2.2.2 Raise an error

I believe SettingWithCopyWarning should be an Exception instead of a warning. You can change this warning into an exception with pandas' magic set_option().

In [17]:
pd.set_option("mode.chained_assignment", "raise")
# Running this will show you an Exception
# df["Review"][0] = "I like Orange better."

3. Indexing and slicing

3.1 .iloc[]: selecting rows based on integer indices

.iloc[] lets you select rows by integer indices.

In [18]:
# Accessing the third row of a `DataFrame`.
df.iloc[3]
Out[18]:
Company                                                  Orange
Title                                         Software Engineer
Job                                           Software Engineer
Level                                                  Engineer
Date                                                        NaN
Upvotes                                                       9
Offer                                            Declined offer
Experience                                                   -1
Difficulty                                               Medium
Review        Application  The process took a week. I interv...
Name: 3, dtype: object

Slicing with .iloc[] is similar to slicing in Python. If you want a refresh on how slicing in Python works, see Python-is-cool.

In [19]:
# Selecting the last 6 rows
df.iloc[-6:]
Out[19]:
Company Title Job Level Date Upvotes Offer Experience Difficulty Review
17648 Tencent Software Engineer Software Engineer Engineer Nov 4, 2012 0 No offer NaN NaN Application I applied online. The process too...
17649 Tencent Software Engineer Software Engineer Engineer May 25, 2012 0 Declined offer 0.0 Medium Application I applied online. The process too...
17650 Tencent Software Engineer Software Engineer Engineer Mar 15, 2014 0 No offer NaN NaN Application I applied through college or univ...
17651 Tencent Software Engineer Software Engineer Engineer Sep 22, 2015 0 Accepted offer 1.0 Medium Application I applied through college or univ...
17652 Tencent Software Engineer Software Engineer Engineer Jul 4, 2017 0 Declined offer 1.0 Medium Application I applied through college or univ...
17653 Tencent Software Engineer Software Engineer Engineer Sep 30, 2016 0 Declined offer 0.0 Easy Application I applied online. The process too...
In [20]:
# Selecting 1 from every 2 rows in the last 6 rows
df.iloc[-6::2]
Out[20]:
Company Title Job Level Date Upvotes Offer Experience Difficulty Review
17648 Tencent Software Engineer Software Engineer Engineer Nov 4, 2012 0 No offer NaN NaN Application I applied online. The process too...
17650 Tencent Software Engineer Software Engineer Engineer Mar 15, 2014 0 No offer NaN NaN Application I applied through college or univ...
17652 Tencent Software Engineer Software Engineer Engineer Jul 4, 2017 0 Declined offer 1.0 Medium Application I applied through college or univ...

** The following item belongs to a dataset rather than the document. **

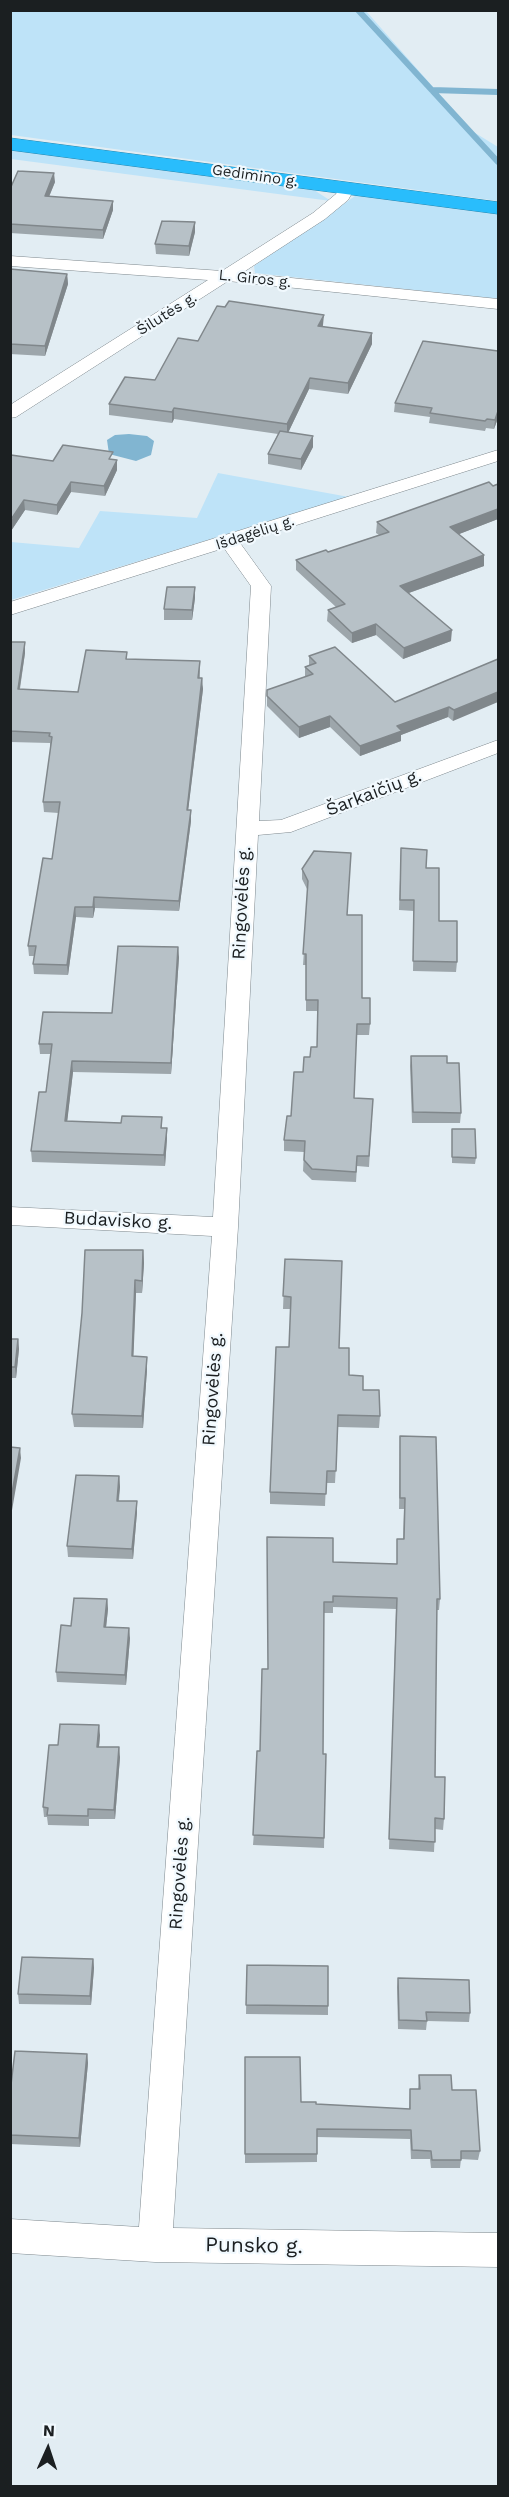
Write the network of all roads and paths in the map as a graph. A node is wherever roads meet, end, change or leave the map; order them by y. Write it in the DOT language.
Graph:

3.2 .loc[]: selecting rows by labels or boolean masks

.loc[] lets you select rows based on one of the two things:

  • boolean masks
  • labels

3.2.1 Selecting rows by boolean masks

If you want to select all the rows where candidates declined offer, you can do it with two steps:

  1. Create a boolean mask on whether the "Offer" column equals to "Declined offer"
  2. Use that mask to select rows
In [21]:
df.loc[df["Offer"] == "Declined offer"]
# This is equivalent to:
# mask = df["Offer"] == "Declined offer"
# df.loc[mask]
Out[21]:
Company Title Job Level Date Upvotes Offer Experience Difficulty Review
2 Orange Software Engineer Software Engineer Engineer NaN 0 Declined offer 0.0 Medium Application The process took 4 weeks. I inter...
3 Orange Software Engineer Software Engineer Engineer NaN 9 Declined offer -1.0 Medium Application The process took a week. I interv...
7 Orange Software Engineer Software Engineer Engineer Jul 26, 2019 1 Declined offer -1.0 Medium Application The process took 4+ weeks. I inte...
17 Orange Software Engineer Software Engineer Engineer Feb 27, 2010 7 Declined offer -1.0 Medium Application The process took 1 day. I intervi...
65 Orange Software Engineer Software Engineer Engineer May 6, 2012 1 Declined offer 1.0 Easy Application The process took 2 days. I interv...
... ... ... ... ... ... ... ... ... ... ...
17643 Tencent Software Engineer Software Engineer Engineer Apr 9, 2016 0 Declined offer 1.0 Medium Application I applied online. I interviewed a...
17646 Tencent Software Engineer Software Engineer Engineer May 28, 2010 0 Declined offer 0.0 Easy Application I applied through an employee ref...
17649 Tencent Software Engineer Software Engineer Engineer May 25, 2012 0 Declined offer 0.0 Medium Application I applied online. The process too...
17652 Tencent Software Engineer Software Engineer Engineer Jul 4, 2017 0 Declined offer 1.0 Medium Application I applied through college or univ...
17653 Tencent Software Engineer Software Engineer Engineer Sep 30, 2016 0 Declined offer 0.0 Easy Application I applied online. The process too...

1135 rows × 10 columns

3.2.2 Selecting rows by labels

3.2.2.1 Creating labels

Currently, our DataFrame has no labels yet. To create labels, use .set_index().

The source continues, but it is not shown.